COUNT(DISCTINCT …) alternative.
The COUNT_DISTINCT aggregate extension offers a better performance alternative to the traditional COUNT(DISTINCT …), especially for larger datasets, where the traditional method may end in slow sorts. This extension includes polymorphic aggregate functions, which can handle both fixed-length data types and arrays of these types.
When should you use it?
This extension can be used for counting distinct values in large datasets, particularly in earlier PostgreSQL versions. However, it may not be suitable if memory consumption is a concern or if using newer PostgreSQL releases with improved COUNT(DISTINCT …) performance.
Example use case.
Urban Rentals Analysis:
In a city, local authorities aim to analyze the rental data of various mobility options across 20 districts over a year to aid in urban planning and traffic management. The data comprises different vehicles rented each month.

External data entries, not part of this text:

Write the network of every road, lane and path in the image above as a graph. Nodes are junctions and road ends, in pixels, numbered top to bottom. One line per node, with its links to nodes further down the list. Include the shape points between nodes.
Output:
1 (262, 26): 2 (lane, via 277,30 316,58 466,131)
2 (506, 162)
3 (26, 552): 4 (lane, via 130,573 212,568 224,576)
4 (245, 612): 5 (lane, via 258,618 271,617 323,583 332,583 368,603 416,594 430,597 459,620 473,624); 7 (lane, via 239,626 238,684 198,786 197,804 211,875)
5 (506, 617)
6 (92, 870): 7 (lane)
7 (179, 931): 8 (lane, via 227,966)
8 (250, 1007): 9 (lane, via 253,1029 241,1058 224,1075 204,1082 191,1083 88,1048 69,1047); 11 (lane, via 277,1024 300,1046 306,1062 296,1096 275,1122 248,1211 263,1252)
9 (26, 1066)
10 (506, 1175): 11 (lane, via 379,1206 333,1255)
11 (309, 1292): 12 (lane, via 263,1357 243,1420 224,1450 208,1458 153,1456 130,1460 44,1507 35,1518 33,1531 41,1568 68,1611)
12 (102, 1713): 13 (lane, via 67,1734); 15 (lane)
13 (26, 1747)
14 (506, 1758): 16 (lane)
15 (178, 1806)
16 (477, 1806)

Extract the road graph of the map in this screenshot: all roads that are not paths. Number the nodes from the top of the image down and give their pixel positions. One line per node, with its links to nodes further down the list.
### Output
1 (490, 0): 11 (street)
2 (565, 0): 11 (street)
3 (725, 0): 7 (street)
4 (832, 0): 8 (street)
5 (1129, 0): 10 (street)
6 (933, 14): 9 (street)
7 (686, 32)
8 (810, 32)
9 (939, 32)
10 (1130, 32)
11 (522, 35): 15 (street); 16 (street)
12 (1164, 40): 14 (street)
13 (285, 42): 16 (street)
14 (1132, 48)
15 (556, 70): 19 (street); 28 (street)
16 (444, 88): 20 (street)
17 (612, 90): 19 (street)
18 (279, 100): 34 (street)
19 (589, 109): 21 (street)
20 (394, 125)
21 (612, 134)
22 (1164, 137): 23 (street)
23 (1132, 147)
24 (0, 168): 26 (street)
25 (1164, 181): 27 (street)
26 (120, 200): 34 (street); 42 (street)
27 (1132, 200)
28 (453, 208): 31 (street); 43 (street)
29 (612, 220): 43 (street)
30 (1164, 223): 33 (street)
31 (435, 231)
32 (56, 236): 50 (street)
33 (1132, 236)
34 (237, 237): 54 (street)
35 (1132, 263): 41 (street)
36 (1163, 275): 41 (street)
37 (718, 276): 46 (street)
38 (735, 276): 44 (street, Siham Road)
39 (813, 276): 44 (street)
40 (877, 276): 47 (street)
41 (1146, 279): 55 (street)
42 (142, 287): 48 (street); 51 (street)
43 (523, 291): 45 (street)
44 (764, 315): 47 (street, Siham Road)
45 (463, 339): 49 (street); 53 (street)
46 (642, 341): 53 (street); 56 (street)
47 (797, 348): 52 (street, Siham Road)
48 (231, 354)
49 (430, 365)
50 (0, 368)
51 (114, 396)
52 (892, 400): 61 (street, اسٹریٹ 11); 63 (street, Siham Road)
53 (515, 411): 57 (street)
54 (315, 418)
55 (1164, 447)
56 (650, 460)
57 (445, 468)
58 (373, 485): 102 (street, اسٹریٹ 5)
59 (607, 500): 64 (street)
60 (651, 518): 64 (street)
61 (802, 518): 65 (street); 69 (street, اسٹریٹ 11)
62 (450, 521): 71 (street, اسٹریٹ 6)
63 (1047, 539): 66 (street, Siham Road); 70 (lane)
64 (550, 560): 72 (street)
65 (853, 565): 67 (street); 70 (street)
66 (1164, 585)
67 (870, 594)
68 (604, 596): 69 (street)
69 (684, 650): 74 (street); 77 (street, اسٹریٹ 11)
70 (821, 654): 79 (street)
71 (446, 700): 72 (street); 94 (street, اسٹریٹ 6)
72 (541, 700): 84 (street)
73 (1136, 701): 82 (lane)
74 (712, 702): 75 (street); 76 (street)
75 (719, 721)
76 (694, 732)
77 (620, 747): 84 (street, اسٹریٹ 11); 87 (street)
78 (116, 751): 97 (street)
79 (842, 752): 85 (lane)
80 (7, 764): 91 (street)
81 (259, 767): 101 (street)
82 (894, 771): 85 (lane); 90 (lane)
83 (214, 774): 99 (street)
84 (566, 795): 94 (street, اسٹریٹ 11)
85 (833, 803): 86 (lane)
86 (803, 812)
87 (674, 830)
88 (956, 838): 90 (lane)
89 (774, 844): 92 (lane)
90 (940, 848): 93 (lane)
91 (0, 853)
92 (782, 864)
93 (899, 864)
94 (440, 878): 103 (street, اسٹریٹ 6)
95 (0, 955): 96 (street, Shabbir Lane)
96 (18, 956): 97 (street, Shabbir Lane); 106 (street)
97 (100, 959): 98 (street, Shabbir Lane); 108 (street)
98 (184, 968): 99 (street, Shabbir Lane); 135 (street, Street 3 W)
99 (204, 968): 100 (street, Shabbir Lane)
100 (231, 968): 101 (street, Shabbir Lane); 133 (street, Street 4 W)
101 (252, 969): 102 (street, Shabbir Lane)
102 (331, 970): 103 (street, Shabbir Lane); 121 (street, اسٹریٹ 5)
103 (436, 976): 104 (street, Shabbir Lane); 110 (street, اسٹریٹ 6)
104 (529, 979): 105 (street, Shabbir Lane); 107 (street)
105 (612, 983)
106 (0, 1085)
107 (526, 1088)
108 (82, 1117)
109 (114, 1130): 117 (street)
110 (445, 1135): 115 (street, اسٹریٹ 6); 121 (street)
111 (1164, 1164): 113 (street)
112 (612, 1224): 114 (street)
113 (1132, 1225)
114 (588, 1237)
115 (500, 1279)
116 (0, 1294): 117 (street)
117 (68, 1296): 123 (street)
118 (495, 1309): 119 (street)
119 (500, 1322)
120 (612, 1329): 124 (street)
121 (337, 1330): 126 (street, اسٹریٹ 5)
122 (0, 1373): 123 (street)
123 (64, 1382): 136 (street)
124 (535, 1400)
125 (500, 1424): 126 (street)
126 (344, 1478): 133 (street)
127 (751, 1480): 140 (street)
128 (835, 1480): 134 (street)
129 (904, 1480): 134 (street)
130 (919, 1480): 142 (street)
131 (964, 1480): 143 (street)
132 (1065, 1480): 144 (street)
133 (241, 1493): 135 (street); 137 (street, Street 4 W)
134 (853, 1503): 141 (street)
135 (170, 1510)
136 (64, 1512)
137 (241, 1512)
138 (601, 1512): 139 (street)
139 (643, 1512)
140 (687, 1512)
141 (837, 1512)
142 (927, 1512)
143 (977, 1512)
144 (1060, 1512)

Using a local PostgreSQL setup, they employ the COUNT_DISTINCT extension to efficiently analyze the large dataset, particularly counting the distinct monthly utilization of each rental type across all districts.
Example test script.
-- Create example table, rentals, and populate with test data
CREATE TABLE rentals (
rental_id SERIAL PRIMARY KEY,
district INT NOT NULL,
rental_type CITEXT NOT NULL,
month INT NOT NULL,
rental_count INT NOT NULL
);
INSERT INTO rentals (district, rental_type, month, rental_count)
SELECT
district,
rental_type,
month,
(100 * random())::int -- Random rental count for variety
FROM
generate_series(1, 20) district,
unnest(array['bike', 'turbo-bike', 'scooter', 'turbo-scooter', 'tricycle', 'turbo-tricycle', 'unicycle', 'turbo-unicycle', 'stroller', 'turbo-stroller']) rental_type,
generate_series(1, 12) month;
-- Analyze the rentals table to update statistics for the planner
ANALYZE rentals;
-- Example 1: Using COUNT(DISTINCT ...)
EXPLAIN ANALYZE
SELECT district, rental_type, COUNT(DISTINCT month)
FROM rentals
GROUP BY district, rental_type;
-- Example 2: Using COUNT_DISTINCT()
EXPLAIN ANALYZE
SELECT district, rental_type, COUNT_DISTINCT(month)
FROM rentals
GROUP BY district, rental_type;
-- Drop table(s) and affiliate items to complete example
DROP TABLE rentals CASCADE ;